Interested in teaching or learning TEI? The slides, lecture notes, and other materials here were developed by the WWP for the workshops we teach, but they can also be a starting point for self-guided study. They are made available here for public reuse under a Creative Commons license. For versions of these materials that were used in a specific seminar or workshop, please visit the site for the event in question.

These presentations are authored in a customized version of TEI. You can view the slides and lecture notes, and also download or view the source TEI. More information about the schema and stylesheets used for authoring and using these materials is available at the WWP presentation system page.

Table of Contents

Types of Resources

A presentation may contain the following links:

slides
Slides used for presentation during workshops.
notes
Lecture notes used by workshop presenters.
tutorial
The tutorial format combines the presentation slides with lecture notes refined for asynchronous use. When possible, a slide will appear on the left, and accompanying notes on the right. On smaller screens or if a slide needs to take up more width, the notes will appear below instead.
source
The source XML from which the other formats are derived.

Core Topics in Text Encoding

These presentation materials form a rough sequence that covers basic concepts of XML, introduction to TEI, and specialized topics in TEI (such as encoding manuscript materials). If you start at the beginning of the list, no knowledge of XML or TEI is assumed. The later topics assume familiarity with XML and basic TEI. Working through all of these materials will provide a fairly solid grounding in TEI encoding.

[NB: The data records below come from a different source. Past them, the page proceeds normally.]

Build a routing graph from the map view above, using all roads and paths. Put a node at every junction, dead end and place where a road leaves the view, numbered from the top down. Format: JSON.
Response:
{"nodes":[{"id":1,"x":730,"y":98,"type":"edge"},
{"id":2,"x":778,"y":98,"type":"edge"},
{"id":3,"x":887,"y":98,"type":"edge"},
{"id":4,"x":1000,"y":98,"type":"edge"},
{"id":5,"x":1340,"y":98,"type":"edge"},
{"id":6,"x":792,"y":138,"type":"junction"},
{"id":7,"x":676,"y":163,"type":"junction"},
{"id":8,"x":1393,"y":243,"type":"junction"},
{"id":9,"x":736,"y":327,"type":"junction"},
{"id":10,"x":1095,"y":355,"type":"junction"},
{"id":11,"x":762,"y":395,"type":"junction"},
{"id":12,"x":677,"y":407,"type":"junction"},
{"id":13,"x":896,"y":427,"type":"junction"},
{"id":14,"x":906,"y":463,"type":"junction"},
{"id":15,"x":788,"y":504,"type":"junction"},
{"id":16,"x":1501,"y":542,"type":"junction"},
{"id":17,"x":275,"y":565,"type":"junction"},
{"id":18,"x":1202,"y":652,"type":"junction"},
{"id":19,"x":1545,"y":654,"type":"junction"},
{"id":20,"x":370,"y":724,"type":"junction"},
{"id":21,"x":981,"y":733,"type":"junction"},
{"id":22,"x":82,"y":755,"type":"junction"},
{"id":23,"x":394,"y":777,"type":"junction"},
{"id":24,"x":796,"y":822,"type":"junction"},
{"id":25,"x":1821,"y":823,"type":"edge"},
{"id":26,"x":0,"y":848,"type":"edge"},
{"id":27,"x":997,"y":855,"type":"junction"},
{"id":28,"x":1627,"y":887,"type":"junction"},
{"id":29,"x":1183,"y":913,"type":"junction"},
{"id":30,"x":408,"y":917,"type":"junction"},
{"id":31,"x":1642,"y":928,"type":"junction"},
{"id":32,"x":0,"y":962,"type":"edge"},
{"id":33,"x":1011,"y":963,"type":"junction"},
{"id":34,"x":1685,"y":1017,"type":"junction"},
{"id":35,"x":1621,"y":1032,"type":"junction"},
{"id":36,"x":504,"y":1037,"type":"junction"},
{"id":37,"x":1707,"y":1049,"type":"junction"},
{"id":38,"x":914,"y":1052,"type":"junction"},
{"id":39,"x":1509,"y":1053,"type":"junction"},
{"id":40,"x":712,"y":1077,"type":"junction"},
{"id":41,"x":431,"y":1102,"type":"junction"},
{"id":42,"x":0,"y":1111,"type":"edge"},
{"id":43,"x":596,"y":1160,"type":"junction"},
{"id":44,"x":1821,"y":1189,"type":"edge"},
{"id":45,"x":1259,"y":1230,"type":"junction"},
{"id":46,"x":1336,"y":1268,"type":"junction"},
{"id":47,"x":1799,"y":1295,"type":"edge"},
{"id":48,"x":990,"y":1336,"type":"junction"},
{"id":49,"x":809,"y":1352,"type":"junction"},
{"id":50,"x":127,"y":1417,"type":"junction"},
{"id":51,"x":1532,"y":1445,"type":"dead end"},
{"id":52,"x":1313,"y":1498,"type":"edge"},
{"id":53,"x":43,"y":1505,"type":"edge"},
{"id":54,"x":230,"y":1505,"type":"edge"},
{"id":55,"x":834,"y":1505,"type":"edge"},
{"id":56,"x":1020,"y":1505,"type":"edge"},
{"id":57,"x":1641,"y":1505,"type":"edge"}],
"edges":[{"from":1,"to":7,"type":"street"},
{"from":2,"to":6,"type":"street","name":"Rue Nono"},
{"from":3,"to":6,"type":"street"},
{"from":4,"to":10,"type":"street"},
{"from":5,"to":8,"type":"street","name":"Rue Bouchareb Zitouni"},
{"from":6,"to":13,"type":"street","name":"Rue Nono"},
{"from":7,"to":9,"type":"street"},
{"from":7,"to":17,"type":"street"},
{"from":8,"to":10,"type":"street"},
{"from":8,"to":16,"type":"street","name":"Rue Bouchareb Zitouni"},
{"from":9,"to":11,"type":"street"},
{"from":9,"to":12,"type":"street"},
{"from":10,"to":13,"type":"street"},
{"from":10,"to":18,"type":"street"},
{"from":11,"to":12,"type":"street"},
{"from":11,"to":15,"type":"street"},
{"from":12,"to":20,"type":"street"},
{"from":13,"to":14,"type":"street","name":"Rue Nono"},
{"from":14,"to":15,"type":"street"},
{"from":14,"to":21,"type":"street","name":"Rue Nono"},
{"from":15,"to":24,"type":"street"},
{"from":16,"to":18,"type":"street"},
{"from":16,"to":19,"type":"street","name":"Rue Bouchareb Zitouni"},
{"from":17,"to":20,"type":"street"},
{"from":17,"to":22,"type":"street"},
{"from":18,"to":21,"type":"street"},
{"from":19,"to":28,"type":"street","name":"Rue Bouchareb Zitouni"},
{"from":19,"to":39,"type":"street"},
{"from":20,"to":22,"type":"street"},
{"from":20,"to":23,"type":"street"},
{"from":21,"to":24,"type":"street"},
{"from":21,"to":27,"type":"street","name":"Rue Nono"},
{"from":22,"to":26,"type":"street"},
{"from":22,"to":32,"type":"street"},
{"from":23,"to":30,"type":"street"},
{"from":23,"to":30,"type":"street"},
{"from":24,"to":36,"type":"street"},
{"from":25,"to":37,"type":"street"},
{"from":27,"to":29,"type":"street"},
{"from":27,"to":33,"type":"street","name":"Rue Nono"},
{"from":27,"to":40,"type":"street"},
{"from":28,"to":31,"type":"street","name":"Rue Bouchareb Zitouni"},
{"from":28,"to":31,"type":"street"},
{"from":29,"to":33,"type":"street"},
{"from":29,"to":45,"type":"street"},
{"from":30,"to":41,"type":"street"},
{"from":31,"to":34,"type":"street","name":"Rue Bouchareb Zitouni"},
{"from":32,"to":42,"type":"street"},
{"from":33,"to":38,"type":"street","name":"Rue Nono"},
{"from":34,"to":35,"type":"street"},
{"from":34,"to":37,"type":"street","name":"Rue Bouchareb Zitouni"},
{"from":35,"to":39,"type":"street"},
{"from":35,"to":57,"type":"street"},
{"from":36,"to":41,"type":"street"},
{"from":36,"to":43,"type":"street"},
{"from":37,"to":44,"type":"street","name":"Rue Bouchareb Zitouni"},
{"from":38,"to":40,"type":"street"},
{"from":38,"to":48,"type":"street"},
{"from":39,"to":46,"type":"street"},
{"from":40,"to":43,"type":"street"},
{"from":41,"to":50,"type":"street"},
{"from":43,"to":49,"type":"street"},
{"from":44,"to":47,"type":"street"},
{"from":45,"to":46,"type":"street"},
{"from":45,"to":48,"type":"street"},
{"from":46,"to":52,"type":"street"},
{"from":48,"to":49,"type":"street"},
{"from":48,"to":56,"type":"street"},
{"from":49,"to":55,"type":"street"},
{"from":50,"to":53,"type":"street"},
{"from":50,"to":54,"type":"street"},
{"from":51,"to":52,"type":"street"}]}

We also offer accompanying resources including crib sheets and a package of schemas and templates to get you started.

  1. Thinking about Digital Research Materials
    Description

    This unit is intended to serve as a framework for discussion of what we mean by “digital research”. It situates text encoding within the broader landscape of digital scholarly research, raises issues about data modeling and representation, and asks questions about what we need from our digital resources to support high-quality digital research.

  2. Modeling Humanities Data
    Description

    This unit is intended to serve as a framework for discussion of what we mean by “digital research.” It situates text encoding within the broader landscape of digital scholarly research, raises issues about data modeling and representation, and asks questions about what we need from our digital resources to support high-quality digital research.

  3. Overview of the TEI
    Description

    This unit is an introduction to the TEI. It covers our motivation for text encoding, what is the TEI, the TEI Guidelines, and the international scope and use of the TEI. It also addresses the different areas of usage of the TEI, the basics of customizability, and where to find out more.

  4. Motives for Text Encoding
    Description

    This introductory unit, typically used at the beginning of workshops and seminars, covers motives for text encoding and basic concepts of descriptive markup; and discusses why text encoding is never simple, and some essentials about of TEI.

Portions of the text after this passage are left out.